I problemi di integrazione sociale della comunità asiatica americana

Appartengo a questa società? È una domanda che mi pongo da quando ero bambino e crescevo come coreano americano di seconda generazione in una parte del paese senza molte persone che mi assomigliassero. È una domanda che è stata imposta alla comunità asiatica americana in tutti gli Stati Uniti nell’ultimo anno. È una domanda la cui risposta, in parte, sta nella storia di una verdura verde e del film che ne condivide il nome.

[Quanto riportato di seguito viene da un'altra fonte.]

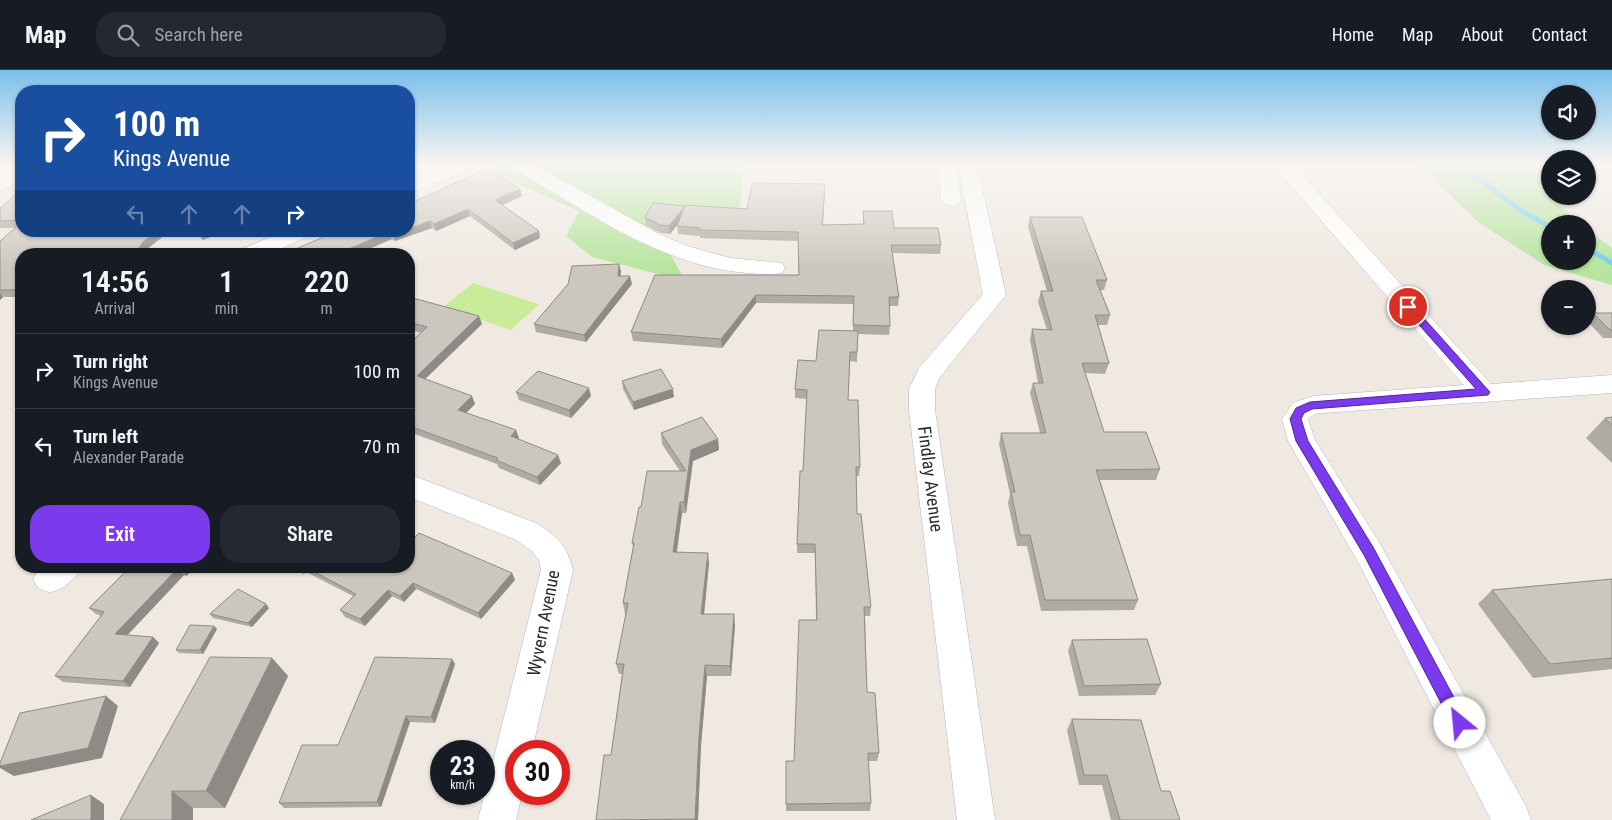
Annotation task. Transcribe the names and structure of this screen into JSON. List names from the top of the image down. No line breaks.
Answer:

La prima volta che ho visto Minari, ho visto una storia che rifletteva la mia. Nel film, che è candidato come miglior film agli Academy Awards di quest’anno, i semi della pianta di minari (sedano d’acqua) crescono e prosperano in un luogo scelto da un anziano, guidato dalla tradizione. Vedo i semi della mia storia crescere in parallelo a quelli di Lee Isaac Chung, regista e sceneggiatore del film, che non è molto più vecchio di me. Vedo le lotte e le speranze del bambino protagonista del film, David, come fratello minore di una sorella maggiore e parte di una nuova generazione con grandi aspettative. E vedo i miei genitori nei personaggi di Jacob e Monica: immigrati venuti qui in cerca di una vita migliore; stranieri in una terra straniera. Le radici che hanno messo erano le loro, e cinque decenni dopo il loro arrivo qui, il frutto che hanno dato – il loro lavoro e i loro figli – è qualcosa di veramente americano, anche se i semi originali non lo erano.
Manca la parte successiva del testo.